Moïse ne nous raconte rien de la période qui va du déluge à la vocation d’Abraham, excepté la construction de la tour de Babel et la séparation des peuples. Il nous donne seulement la liste des dix patriarches dont la vie remplit cette période et qui continuent la race élue sur laquelle repose la promesse. Au milieu de cette série se trouve Péleg, né à l’époque où la terre fut partagée et où la durée de la vie humaine fut pour la seconde fois réduite de moitié, c’est-à-dire de quatre cents à deux cents ans en moyenne (Genèse 10.25). Les peines de l’existence avaient augmenté, et les forces de la nature humaine avaient diminué. Il semble que Dieu ait brisé la force et abrégé les jours de l’homme pour le préserver de l’orgueil et des entreprises téméraires.
La divine lumière de la raison et de la conscience avait aussi diminué dans l’humanité ; les cinq générations de Péleg à Abraham sont l’époque de la naissance et de la diffusion du paganisme. Nous pouvons lire dans l’histoire des peuples les degrés qu’ils ont parcourus sur cette voie d’erreur. Ils n’avaient pas totalement oublié le Créateur, l’Auteur de tout bien, le Régulateur des choses humaines, le Législateur et le Juge du monde ; sous différents noms et sous des figures de leur invention, ils l’invoquaient encore ; ils n’étaient pas entièrement privés de la « vraie lumière qui éclaire tous les hommes. » Le paganisme, avec ses prêtres et ses autels, ses sacrifices et ses prières, ses temples et ses fêtes, n’est pas une pure création de l’homme ; c’est une altération et une dégradation de la religion patriarcale, que Noé avait transmise à ses descendants [note 16]. Si le judaïsme est une figure du christianisme, le paganisme en est la caricature ; caricature qui, entre les mains de l’homme et par sa faute, s’est de plus en plus éloignée du modèle primitif, jusqu’à ce que, toujours plus laide et plus sombre, elle ait revêtu ces formes repoussantes que nous trouvons aujourd’hui chez les païens de l’Inde ou de l’Afrique et que nous dépeignent les récits des missionnaires.

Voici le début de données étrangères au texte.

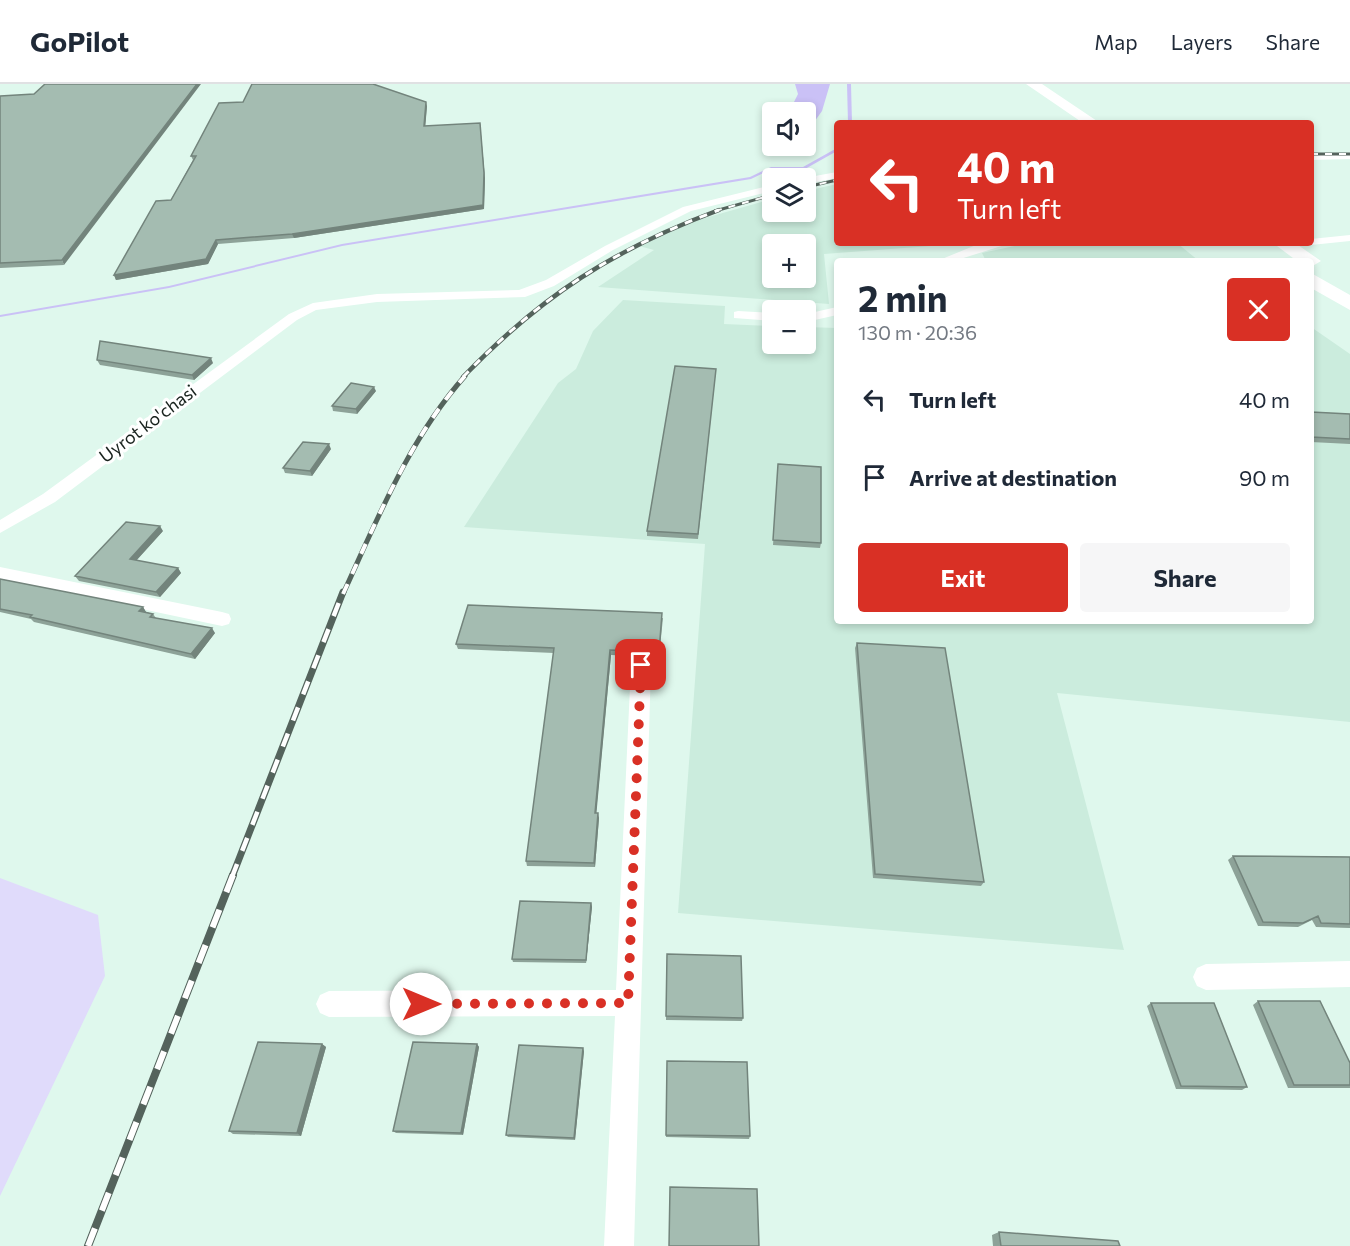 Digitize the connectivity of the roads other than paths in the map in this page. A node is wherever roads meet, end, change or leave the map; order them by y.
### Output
1 (1028, 87) edge
2 (1068, 120) edge
3 (1088, 120) edge
4 (1350, 156) edge
5 (1314, 157) edge
6 (834, 176) edge
7 (816, 179) edge
8 (762, 190) edge
9 (1350, 238) edge
10 (1314, 242) edge
11 (983, 246) edge
12 (1283, 248) edge
13 (951, 258) edge
14 (1305, 258) edge
15 (1314, 263) edge
16 (1314, 281) edge
17 (1350, 285) edge
18 (1350, 304) edge
19 (834, 312) edge
20 (738, 315) dead end
21 (762, 316) edge
22 (816, 316) edge
23 (0, 527) edge
24 (0, 573) edge
25 (222, 619) dead end
26 (641, 665) dead end
27 (1350, 974) edge
28 (1206, 977) dead end
29 (628, 1003) junction
30 (329, 1004) dead end
31 (619, 1246) edge

1 - 2 highway
1 - 3 highway
4 - 5 street
6 - 7 street
8 - 23 street, Uyrot ko'chasi
9 - 10 street
11 - 13 street
12 - 14 highway
15 - 17 highway
16 - 18 highway
19 - 22 street
20 - 21 street
24 - 25 street
26 - 29 street
27 - 28 street
29 - 30 street
29 - 31 street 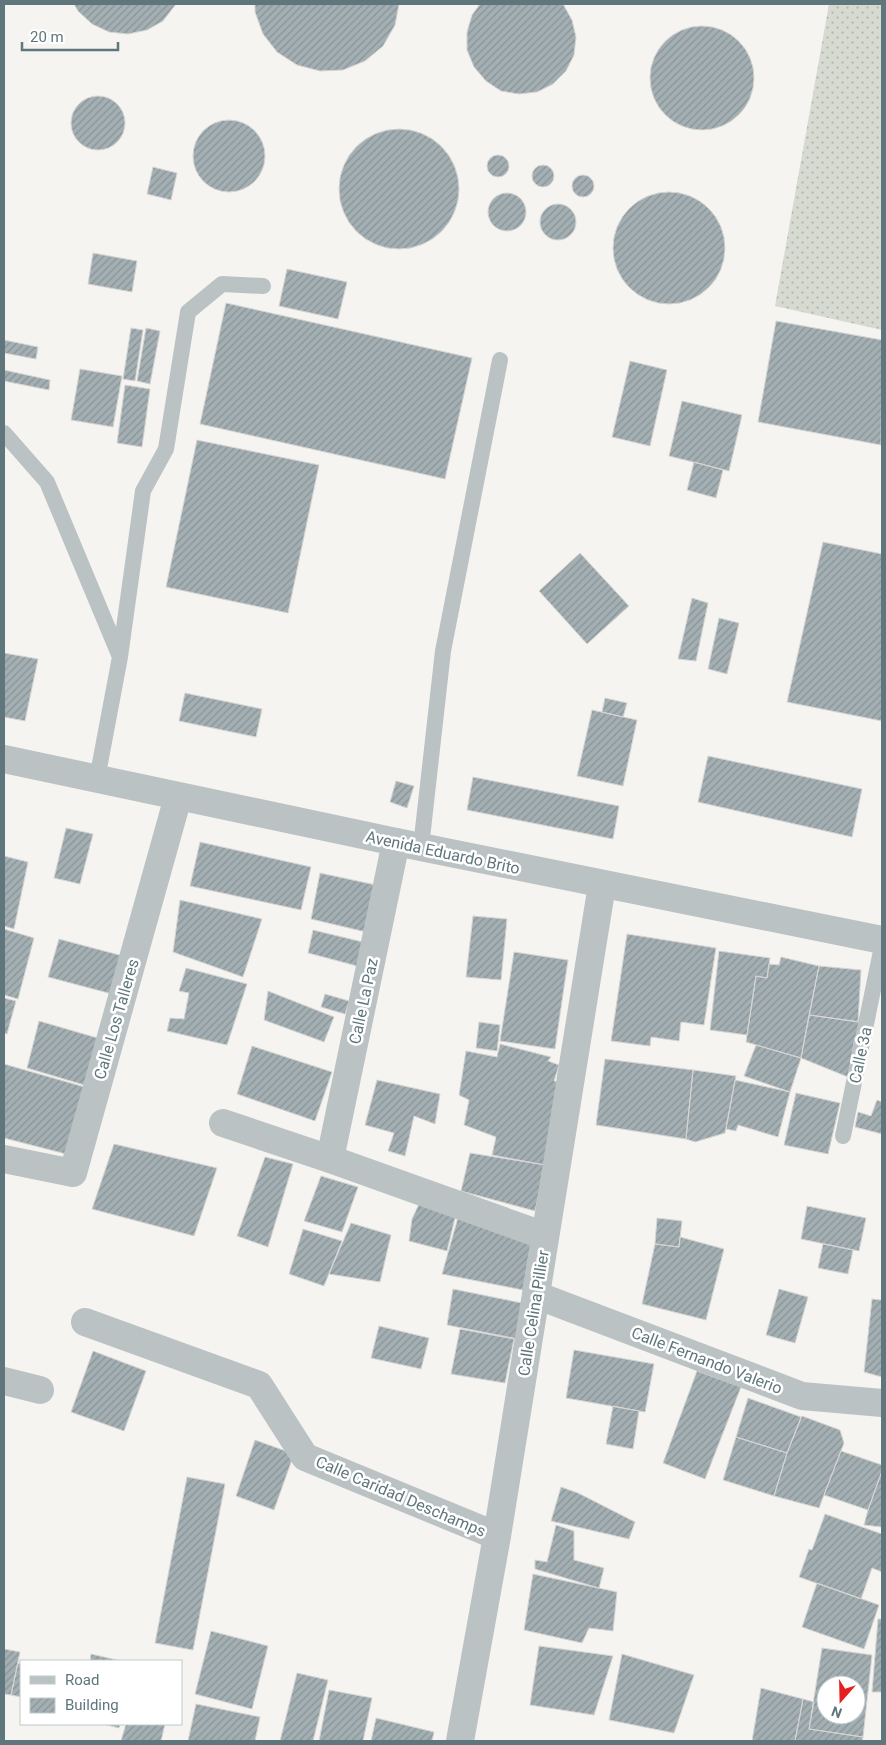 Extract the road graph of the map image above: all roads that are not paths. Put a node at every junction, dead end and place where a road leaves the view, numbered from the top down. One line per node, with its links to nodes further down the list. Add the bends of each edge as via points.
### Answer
1 (263, 286): 4 (lane, via 222,284 188,312 166,449 143,491)
2 (500, 360): 8 (lane)
3 (4, 433): 4 (lane, via 47,482)
4 (120, 658): 6 (lane)
5 (4, 758): 6 (street, Avenida Eduardo Brito)
6 (97, 779): 7 (street, Avenida Eduardo Brito)
7 (178, 796): 8 (street, Avenida Eduardo Brito); 14 (street, Calle Los Talleres, via 73,1173)
8 (409, 845): 9 (street, Avenida Eduardo Brito); 15 (street, Calle La Paz)
9 (602, 884): 10 (street, Avenida Eduardo Brito); 16 (street, Calle Celina Pillier)
10 (882, 940)
11 (882, 946): 13 (lane, Calle 3a)
12 (223, 1123): 15 (street)
13 (843, 1136)
14 (4, 1159)
15 (330, 1159): 16 (street)
16 (545, 1236): 17 (street, Calle Celina Pillier)
17 (536, 1295): 21 (street, Calle Fernando Valerio, via 802,1396); 22 (street, Calle Celina Pillier)
18 (85, 1322): 22 (street, Calle Caridad Deschamps, via 259,1385 305,1457)
19 (4, 1381): 20 (street)
20 (40, 1390)
21 (882, 1403)
22 (497, 1536): 23 (street, Calle Celina Pillier)
23 (460, 1741) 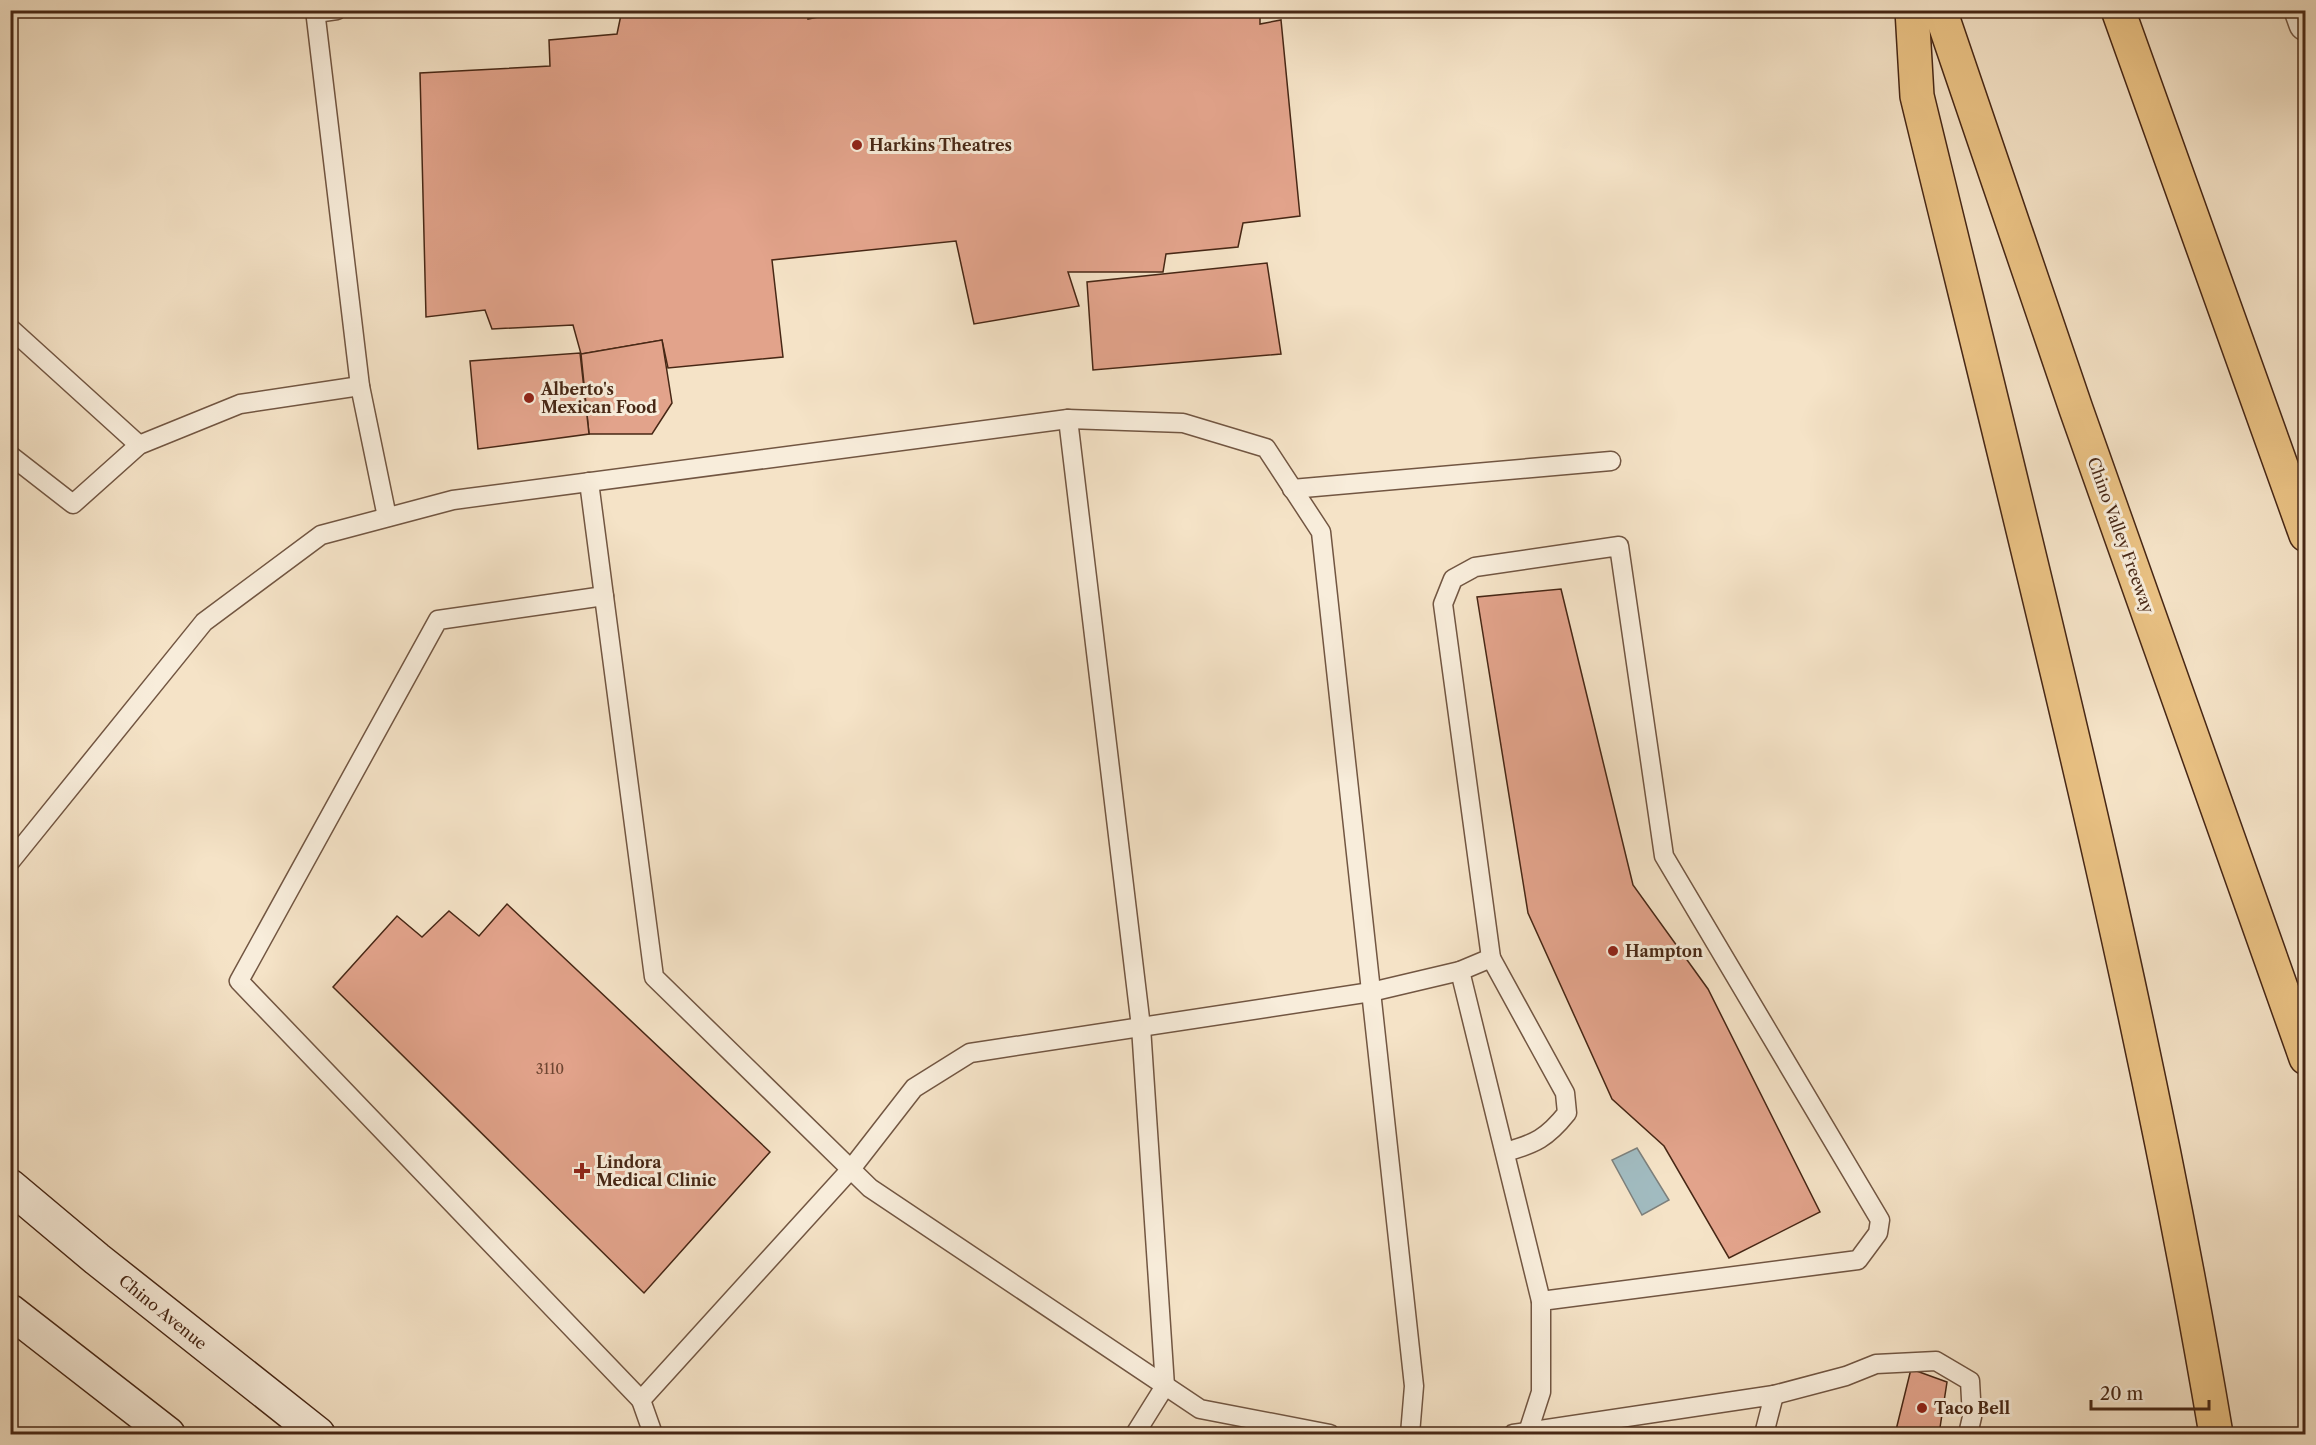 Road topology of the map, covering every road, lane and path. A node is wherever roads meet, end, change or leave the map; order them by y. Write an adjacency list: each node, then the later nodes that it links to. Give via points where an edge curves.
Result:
1 (337, 10): 6 (lane)
2 (1912, 10): 42 (highway, via 1917,96 2093,816 2186,1256)
3 (1940, 10): 24 (highway, Chino Valley Freeway, via 2072,398)
4 (2118, 10): 17 (highway)
5 (2301, 10): 7 (main road)
6 (315, 12): 9 (lane)
7 (2306, 24)
8 (10, 328): 11 (lane)
9 (360, 386): 11 (lane, via 240,404); 16 (lane)
10 (1068, 419): 14 (lane); 15 (lane, via 1183,423 1266,448); 23 (lane)
11 (139, 446): 12 (lane, via 73,504)
12 (10, 455)
13 (1611, 461): 15 (lane)
14 (589, 482): 16 (lane, via 453,500); 18 (lane)
15 (1292, 489): 22 (lane, via 1321,532)
16 (387, 517): 19 (lane, via 321,535 204,622)
17 (2306, 535)
18 (604, 596): 26 (lane, via 654,976); 32 (lane, via 438,620 239,981)
19 (10, 862)
20 (1491, 958): 21 (lane); 25 (lane, via 1565,1093 1567,1113 1534,1144); 28 (lane, via 1443,604 1453,579 1475,567 1619,546 1664,856 1880,1220 1878,1233 1858,1260)
21 (1460, 971): 22 (lane); 25 (lane)
22 (1371, 992): 23 (lane); 39 (lane, via 1414,1386)
23 (1141, 1027): 26 (lane, via 970,1053 915,1088); 30 (lane)
24 (2306, 1058)
25 (1505, 1152): 28 (lane)
26 (851, 1169): 30 (lane, via 870,1188); 32 (lane)
27 (10, 1186): 35 (main road, Chino Avenue)
28 (1541, 1301): 33 (lane, via 1541,1392)
29 (10, 1311): 34 (main road)
30 (1165, 1386): 37 (lane); 38 (lane, via 1200,1409)
31 (1774, 1395): 33 (lane); 40 (lane); 41 (lane, via 1876,1364 1936,1361 1970,1382 1972,1417)
32 (641, 1400): 36 (lane)
33 (1521, 1433)
34 (168, 1434)
35 (318, 1434)
36 (652, 1434)
37 (1135, 1434)
38 (1330, 1434)
39 (1410, 1434)
40 (1764, 1434)
41 (1968, 1434)
42 (2216, 1434) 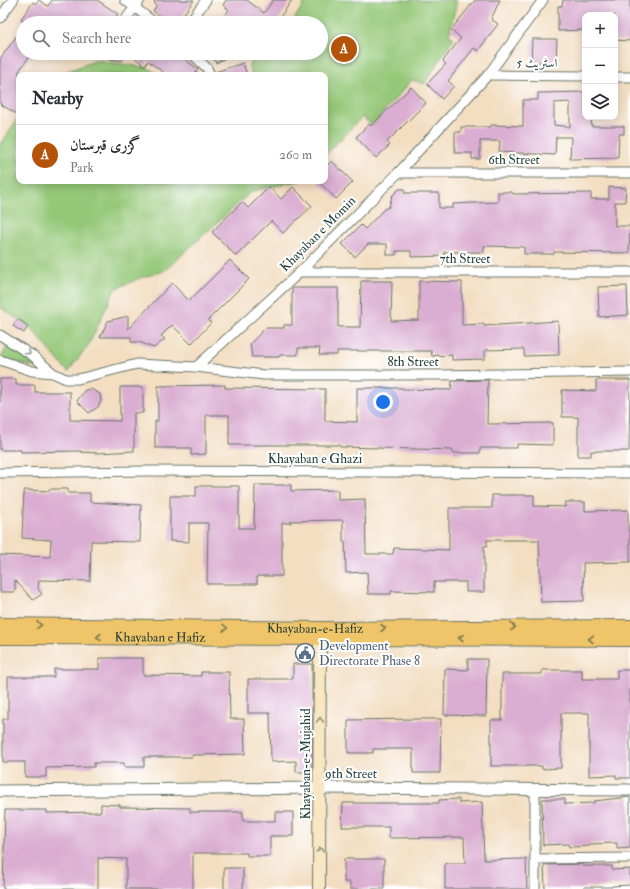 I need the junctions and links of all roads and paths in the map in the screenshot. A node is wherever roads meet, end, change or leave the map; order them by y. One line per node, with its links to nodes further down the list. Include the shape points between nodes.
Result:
1 (13, 0): 9 (street)
2 (125, 0): 5 (street)
3 (206, 0): 8 (street)
4 (543, 0): 12 (street, Khayaban e Momin)
5 (137, 3): 6 (street); 7 (street)
6 (128, 16)
7 (149, 16)
8 (194, 16)
9 (0, 18)
10 (199, 60): 11 (street)
11 (209, 72)
12 (488, 75): 13 (street, اسٹریٹ 5); 16 (street, Khayaban e Momin)
13 (582, 76)
14 (618, 77): 15 (street)
15 (630, 77)
16 (398, 173): 17 (street, 6th Street); 18 (street, Khayaban e Momin)
17 (630, 173)
18 (300, 272): 19 (street, 7th Street); 22 (street, Khayaban e Momin)
19 (630, 272)
20 (0, 335): 24 (street, one-way to 24, via 33,356)
21 (0, 360): 24 (street, via 32,371)
22 (196, 367): 23 (street, 8th Street, via 272,375); 24 (street, via 137,364 78,379 66,379)
23 (630, 372)
24 (53, 373)
25 (0, 473): 26 (street, Khayaban e Ghazi)
26 (630, 473)
27 (0, 625): 29 (main road, Khayaban-e-Hafiz, one-way to 29)
28 (630, 627): 29 (main road, Khayaban-e-Hafiz, one-way to 28)
29 (320, 634): 30 (main road, Khayaban e Hafiz, one-way to 30); 31 (main road, Khayaban-e-Hafiz, one-way to 29); 32 (main road, Khayaban-e-Mujahid, one-way to 29)
30 (0, 637)
31 (630, 639)
32 (320, 788): 33 (street, 9th Street); 35 (street, 9th Street); 38 (main road, Khayaban-e-Mujahid, one-way to 32)
33 (535, 789): 34 (street, 9th Street); 37 (street)
34 (630, 790)
35 (0, 791)
36 (630, 858): 37 (street)
37 (535, 859): 39 (street)
38 (320, 889)
39 (535, 889)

Le premier degré sur cette voie fut dans l’antiquité l’adoration du ciel et de la terre, du soleil, de la lune et des étoiles, des montagnes et des fleuves, regardés comme autant d’êtres vivants ; le second pas fut d’invoquer comme des êtres divins, après leur mort, des bienfaiteurs de l’humanité, ou même pendant leur vie de puissants monarques ; le dernier degré, enfin, de la corruption consista à fabriquer des images, des dieux à forme humaine ou animale, et à leur offrir un culte comme si des êtres supérieurs étaient présents dans ces images.
Saint Paul, dans l’épître aux Romains, jette une grande lumière sur tout ce développement (Romains 1.18-25). Le premier péché des païens fut, bien qu’ils connussent Dieu, de ne point le glorifier comme Dieu et de ne point lui rendre grâces. Ce grand péché d’omission est le point de départ du paganisme. Ayant étouffé en eux-mêmes le sentiment de la reconnaissance, négligeant la prière, fermant leur cœur au témoignage de l’Esprit divin, ils sortirent de l’obéissance et oublièrent leurs obligations envers Dieu : la conséquence immédiate fut qu’ils s’égarèrent dans de vaines pensées ; se croyant sages, ils devinrent fous ; ne pouvant s’affranchir de la crainte d’une puissance supérieure, ils offrirent leurs adorations à la créature, d’abord à côté, puis à la place du vrai Dieu. Le dernier fruit de cet égarement fut l’obscurcissement des consciences : le sens moral des païens est émoussé ; ils ont perdu la faculté de distinguer le bien du mal, la vertu du vice. Dieu — et c’est là leur châtiment — s’est retiré d’eux et les a livrés à des passions honteuses, au point que les actes les plus infâmes font partie de leur culte. Quelques peuples, les Cananéens, par exemple, en étaient déjà là au temps d’Abraham ; mais l’idolâtrie, avec ses fruits pernicieux, tendait à se répandre chez tous les autres.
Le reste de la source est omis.